DIRECTIONS
Below are lines of data. Give the number of them that contain the string "down", and nothing else.

DATA FOR REVIEW
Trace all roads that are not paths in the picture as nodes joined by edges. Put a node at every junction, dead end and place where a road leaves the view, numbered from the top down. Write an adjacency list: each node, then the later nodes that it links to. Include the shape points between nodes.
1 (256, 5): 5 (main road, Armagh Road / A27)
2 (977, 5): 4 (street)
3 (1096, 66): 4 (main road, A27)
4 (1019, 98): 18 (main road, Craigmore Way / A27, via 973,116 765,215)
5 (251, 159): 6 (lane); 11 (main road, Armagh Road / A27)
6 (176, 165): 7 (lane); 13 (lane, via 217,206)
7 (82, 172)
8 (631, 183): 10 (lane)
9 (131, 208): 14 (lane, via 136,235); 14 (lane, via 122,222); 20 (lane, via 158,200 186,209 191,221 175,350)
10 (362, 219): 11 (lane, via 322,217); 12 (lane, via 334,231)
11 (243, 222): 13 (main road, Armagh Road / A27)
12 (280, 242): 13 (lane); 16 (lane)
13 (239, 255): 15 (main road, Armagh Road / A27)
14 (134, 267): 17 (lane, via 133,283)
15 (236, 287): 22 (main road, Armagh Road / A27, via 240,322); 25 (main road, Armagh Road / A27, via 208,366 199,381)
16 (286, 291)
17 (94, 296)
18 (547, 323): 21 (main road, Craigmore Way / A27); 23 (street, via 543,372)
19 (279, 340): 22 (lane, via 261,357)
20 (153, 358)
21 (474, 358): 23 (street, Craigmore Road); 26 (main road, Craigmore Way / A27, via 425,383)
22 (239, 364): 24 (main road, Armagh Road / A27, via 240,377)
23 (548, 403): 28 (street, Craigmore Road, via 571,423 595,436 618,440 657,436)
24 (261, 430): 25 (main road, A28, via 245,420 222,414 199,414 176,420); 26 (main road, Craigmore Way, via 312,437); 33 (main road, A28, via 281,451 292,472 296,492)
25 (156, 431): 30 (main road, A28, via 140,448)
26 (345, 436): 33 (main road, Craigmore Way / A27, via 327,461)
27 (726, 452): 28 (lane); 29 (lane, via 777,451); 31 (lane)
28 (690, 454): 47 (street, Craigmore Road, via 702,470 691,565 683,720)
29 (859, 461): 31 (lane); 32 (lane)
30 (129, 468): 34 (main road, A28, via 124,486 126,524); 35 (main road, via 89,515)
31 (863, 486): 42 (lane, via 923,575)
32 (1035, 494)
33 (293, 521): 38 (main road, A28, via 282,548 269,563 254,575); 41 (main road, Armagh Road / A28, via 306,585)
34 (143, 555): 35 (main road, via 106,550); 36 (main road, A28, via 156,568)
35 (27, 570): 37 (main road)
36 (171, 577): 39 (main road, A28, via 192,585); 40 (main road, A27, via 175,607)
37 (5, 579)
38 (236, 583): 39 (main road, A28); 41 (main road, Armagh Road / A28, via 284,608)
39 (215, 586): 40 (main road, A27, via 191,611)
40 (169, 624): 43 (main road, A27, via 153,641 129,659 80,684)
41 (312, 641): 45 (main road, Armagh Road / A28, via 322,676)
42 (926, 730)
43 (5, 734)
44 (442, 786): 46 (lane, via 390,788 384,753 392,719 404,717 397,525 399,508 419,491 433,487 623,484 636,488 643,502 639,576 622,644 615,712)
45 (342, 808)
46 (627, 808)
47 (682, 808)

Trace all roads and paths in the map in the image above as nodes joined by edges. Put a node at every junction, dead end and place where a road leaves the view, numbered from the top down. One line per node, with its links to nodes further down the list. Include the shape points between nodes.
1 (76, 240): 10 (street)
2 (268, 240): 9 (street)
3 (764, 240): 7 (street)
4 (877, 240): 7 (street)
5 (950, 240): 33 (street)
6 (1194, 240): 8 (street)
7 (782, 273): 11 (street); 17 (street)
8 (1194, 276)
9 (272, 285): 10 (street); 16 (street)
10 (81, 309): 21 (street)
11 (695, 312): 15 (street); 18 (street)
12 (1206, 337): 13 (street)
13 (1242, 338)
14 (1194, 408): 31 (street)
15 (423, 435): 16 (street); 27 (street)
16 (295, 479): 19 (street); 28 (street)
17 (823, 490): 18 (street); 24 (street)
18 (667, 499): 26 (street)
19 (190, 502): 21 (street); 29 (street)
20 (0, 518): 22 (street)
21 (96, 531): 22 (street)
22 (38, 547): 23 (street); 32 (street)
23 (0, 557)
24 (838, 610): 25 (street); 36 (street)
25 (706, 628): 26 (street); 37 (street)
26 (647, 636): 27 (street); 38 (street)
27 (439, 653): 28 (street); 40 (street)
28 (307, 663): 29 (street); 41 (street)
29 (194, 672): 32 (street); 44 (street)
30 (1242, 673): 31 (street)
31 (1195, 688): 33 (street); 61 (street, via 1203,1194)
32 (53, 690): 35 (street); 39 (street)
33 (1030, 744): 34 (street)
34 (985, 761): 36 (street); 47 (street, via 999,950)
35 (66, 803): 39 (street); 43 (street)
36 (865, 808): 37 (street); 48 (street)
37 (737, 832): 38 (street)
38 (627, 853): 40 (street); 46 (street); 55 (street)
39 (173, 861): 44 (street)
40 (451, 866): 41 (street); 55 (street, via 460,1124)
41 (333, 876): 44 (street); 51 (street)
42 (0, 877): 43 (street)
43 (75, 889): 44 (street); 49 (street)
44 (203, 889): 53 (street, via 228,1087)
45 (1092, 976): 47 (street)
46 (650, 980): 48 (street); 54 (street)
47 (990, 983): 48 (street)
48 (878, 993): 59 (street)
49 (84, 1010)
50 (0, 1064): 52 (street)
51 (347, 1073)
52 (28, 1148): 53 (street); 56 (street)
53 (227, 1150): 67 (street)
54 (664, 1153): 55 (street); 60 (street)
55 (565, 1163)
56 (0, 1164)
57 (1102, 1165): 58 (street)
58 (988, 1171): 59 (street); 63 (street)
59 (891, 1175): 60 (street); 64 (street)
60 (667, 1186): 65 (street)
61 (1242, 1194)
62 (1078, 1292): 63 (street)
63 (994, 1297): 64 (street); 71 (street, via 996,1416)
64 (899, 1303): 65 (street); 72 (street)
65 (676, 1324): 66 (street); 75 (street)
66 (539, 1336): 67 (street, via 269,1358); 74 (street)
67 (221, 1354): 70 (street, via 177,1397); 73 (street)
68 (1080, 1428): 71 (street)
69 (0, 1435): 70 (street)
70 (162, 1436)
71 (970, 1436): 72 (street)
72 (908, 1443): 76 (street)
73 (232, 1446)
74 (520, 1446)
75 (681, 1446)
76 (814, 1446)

EXERCISE ANSWER
2